- _WHAT YOU HAVE TO DO_
Count how many lines below include the string "Stovall". Only that number should appear in the reply.

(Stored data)
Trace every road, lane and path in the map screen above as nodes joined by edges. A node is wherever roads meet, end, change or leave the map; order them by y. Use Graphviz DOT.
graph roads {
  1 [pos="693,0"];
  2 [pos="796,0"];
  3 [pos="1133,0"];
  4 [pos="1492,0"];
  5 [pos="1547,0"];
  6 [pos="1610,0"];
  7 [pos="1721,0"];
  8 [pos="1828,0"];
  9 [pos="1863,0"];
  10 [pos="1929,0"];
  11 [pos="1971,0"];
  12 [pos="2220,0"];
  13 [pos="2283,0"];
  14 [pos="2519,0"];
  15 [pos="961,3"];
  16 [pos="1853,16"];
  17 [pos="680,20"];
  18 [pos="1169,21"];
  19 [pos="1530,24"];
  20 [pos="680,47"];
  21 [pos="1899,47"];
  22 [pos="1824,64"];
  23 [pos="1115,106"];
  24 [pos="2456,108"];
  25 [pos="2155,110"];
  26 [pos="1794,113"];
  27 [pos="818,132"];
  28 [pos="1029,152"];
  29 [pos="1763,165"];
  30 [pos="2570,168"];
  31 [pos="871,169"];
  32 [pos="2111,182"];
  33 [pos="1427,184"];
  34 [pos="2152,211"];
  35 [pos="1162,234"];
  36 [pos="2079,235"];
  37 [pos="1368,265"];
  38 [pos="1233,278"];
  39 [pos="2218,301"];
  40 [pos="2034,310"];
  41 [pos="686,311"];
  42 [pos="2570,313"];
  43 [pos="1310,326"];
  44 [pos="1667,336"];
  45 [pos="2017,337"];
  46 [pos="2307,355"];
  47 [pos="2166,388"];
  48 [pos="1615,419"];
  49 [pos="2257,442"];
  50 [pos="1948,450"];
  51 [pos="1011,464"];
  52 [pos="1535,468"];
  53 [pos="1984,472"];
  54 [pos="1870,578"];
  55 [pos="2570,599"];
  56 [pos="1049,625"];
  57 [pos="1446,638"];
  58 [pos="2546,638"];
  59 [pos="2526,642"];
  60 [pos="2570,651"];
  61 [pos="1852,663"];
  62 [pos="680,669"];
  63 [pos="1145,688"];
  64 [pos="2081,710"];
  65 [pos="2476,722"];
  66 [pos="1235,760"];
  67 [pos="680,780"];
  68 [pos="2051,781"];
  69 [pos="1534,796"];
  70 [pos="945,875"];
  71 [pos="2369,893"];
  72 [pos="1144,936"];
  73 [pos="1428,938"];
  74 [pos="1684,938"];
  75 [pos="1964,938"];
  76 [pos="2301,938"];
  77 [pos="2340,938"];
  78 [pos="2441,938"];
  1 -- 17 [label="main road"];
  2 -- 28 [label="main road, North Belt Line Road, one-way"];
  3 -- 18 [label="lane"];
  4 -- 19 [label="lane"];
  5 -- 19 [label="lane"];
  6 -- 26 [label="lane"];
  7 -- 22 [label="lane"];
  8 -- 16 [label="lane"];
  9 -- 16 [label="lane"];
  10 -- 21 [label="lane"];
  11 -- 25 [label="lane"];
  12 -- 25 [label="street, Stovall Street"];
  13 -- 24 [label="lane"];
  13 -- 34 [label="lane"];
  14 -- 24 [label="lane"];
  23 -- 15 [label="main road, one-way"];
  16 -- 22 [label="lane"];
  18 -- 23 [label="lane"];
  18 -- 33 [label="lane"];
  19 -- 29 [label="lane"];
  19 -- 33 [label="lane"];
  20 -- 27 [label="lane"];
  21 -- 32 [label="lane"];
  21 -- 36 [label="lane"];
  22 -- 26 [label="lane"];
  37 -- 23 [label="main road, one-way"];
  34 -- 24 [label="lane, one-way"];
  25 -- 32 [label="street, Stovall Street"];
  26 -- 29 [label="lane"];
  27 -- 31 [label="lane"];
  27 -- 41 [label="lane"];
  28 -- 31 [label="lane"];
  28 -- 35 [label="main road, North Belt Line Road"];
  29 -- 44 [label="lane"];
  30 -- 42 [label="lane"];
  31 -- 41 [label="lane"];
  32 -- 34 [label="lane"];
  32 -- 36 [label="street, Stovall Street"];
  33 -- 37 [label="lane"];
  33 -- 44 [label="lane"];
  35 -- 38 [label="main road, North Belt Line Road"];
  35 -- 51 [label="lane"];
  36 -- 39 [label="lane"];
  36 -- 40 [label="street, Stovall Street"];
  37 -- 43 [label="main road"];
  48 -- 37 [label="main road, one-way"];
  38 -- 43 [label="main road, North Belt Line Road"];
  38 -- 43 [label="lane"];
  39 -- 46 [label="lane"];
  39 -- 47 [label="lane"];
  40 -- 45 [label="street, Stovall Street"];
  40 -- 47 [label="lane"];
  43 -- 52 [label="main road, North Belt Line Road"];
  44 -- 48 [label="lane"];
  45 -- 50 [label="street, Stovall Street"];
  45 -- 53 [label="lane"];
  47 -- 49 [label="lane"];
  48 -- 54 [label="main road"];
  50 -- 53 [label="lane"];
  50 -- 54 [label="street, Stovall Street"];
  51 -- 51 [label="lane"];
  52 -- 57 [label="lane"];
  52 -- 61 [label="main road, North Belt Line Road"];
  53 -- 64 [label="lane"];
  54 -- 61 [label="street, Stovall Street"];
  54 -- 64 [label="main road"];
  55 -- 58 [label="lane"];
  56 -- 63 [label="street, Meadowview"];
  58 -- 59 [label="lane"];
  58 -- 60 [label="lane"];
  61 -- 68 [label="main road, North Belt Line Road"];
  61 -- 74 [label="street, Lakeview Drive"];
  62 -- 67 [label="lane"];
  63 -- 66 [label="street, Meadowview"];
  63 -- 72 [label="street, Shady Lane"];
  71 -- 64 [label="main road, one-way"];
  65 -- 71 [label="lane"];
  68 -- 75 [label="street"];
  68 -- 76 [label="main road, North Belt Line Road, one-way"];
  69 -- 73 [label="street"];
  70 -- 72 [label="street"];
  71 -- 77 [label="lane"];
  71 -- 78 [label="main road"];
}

- _RESPONSE TO THIS TASK_
8